### Exercise brief:
Indicate, with the number alone, how many lines in the listing below hold the string "from".

* * * * * * *

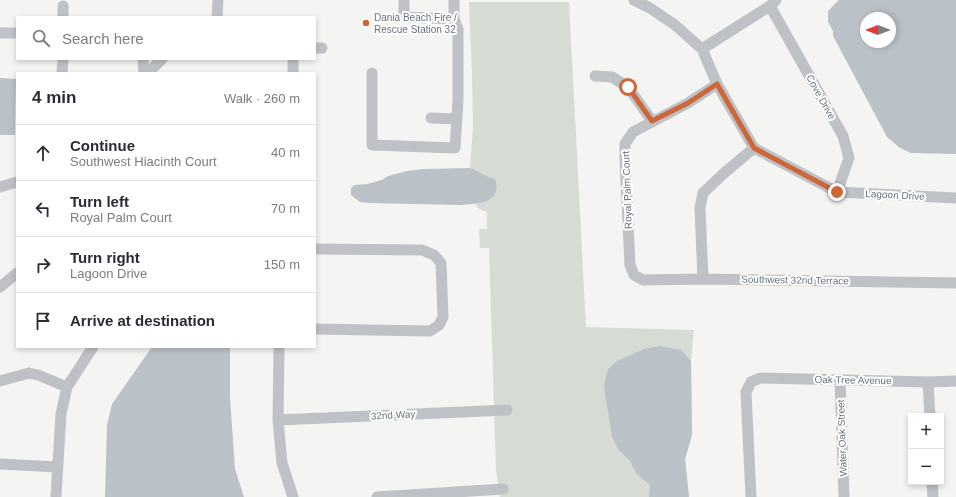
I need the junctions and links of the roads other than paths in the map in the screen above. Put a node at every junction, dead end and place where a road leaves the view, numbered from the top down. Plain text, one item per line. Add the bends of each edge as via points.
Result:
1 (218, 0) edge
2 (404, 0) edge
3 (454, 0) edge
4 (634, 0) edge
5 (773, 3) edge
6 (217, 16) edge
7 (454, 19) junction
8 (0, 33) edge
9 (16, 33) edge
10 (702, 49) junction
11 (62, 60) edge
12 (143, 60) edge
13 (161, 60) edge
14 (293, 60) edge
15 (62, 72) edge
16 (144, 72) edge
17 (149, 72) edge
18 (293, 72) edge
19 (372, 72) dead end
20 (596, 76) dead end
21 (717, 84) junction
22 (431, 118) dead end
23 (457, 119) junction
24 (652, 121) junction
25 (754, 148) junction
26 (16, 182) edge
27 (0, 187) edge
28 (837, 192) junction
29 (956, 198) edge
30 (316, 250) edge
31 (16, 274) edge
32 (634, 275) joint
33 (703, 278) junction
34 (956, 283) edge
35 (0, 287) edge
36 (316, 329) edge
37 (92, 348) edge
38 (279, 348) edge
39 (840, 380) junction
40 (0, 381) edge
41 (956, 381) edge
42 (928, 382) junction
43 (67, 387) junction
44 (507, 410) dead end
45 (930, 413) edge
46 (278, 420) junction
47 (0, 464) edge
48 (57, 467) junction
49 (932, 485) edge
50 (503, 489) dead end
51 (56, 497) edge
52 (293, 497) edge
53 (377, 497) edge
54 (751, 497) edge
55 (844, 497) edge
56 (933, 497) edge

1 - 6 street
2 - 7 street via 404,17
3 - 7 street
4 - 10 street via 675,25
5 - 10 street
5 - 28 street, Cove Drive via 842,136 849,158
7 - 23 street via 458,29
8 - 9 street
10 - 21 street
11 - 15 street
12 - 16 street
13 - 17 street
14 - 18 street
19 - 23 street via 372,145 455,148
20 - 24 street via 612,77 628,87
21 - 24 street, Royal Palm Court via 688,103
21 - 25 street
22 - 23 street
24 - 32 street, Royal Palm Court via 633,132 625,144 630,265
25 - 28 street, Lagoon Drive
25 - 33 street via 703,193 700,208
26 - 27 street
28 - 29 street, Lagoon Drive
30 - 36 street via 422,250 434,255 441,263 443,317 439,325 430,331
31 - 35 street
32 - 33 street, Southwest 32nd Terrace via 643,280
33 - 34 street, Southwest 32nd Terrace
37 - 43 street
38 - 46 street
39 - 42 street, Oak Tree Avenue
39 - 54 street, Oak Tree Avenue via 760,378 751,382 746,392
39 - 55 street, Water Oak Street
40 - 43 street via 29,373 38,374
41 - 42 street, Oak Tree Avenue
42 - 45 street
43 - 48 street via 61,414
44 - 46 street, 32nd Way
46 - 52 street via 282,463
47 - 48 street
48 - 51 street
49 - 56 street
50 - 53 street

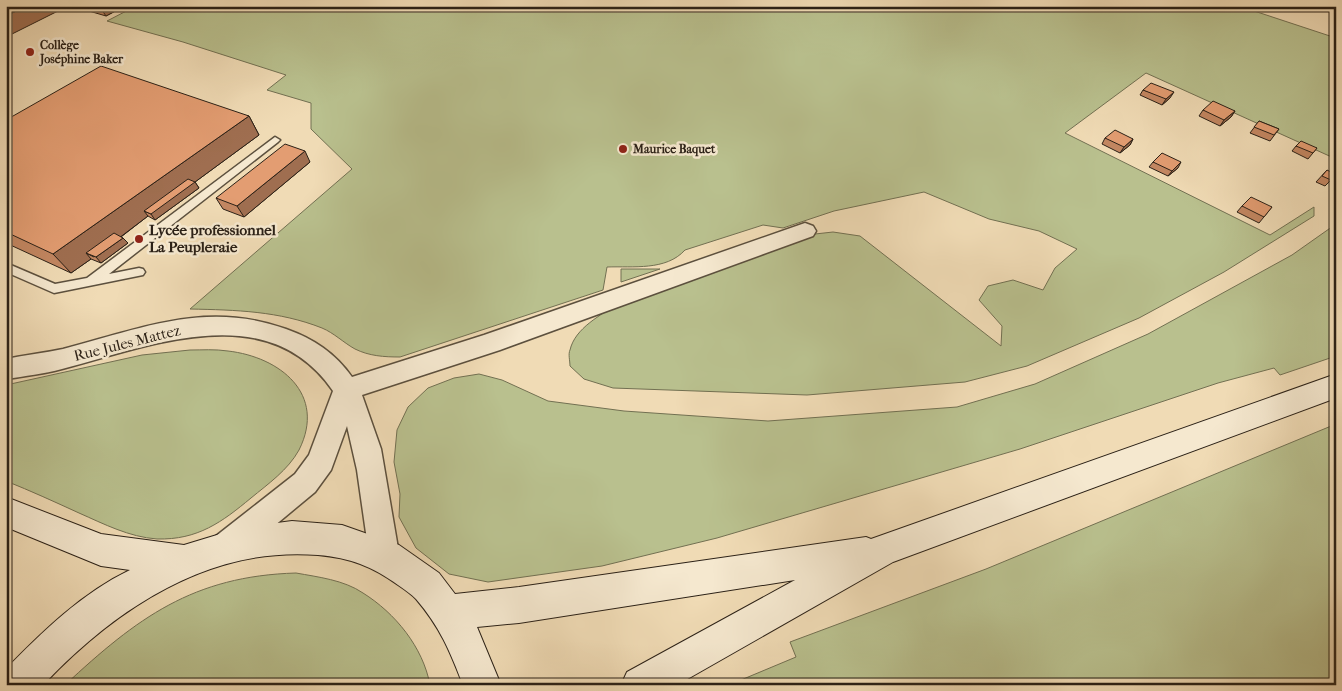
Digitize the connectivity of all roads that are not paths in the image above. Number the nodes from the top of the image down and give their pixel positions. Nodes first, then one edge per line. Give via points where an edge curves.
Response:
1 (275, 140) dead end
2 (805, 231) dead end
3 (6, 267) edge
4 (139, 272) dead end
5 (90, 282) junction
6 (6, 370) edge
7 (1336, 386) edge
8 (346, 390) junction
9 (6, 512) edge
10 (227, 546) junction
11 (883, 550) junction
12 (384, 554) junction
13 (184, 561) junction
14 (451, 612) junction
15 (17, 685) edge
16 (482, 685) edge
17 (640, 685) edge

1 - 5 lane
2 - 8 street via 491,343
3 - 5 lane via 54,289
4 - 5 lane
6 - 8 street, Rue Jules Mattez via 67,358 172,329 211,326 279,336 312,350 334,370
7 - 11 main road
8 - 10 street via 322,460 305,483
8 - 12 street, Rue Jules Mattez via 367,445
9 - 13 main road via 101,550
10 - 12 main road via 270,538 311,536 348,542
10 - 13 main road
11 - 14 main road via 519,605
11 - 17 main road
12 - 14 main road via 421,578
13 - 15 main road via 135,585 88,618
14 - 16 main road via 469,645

* * * * * * *

### Exercise answer:
2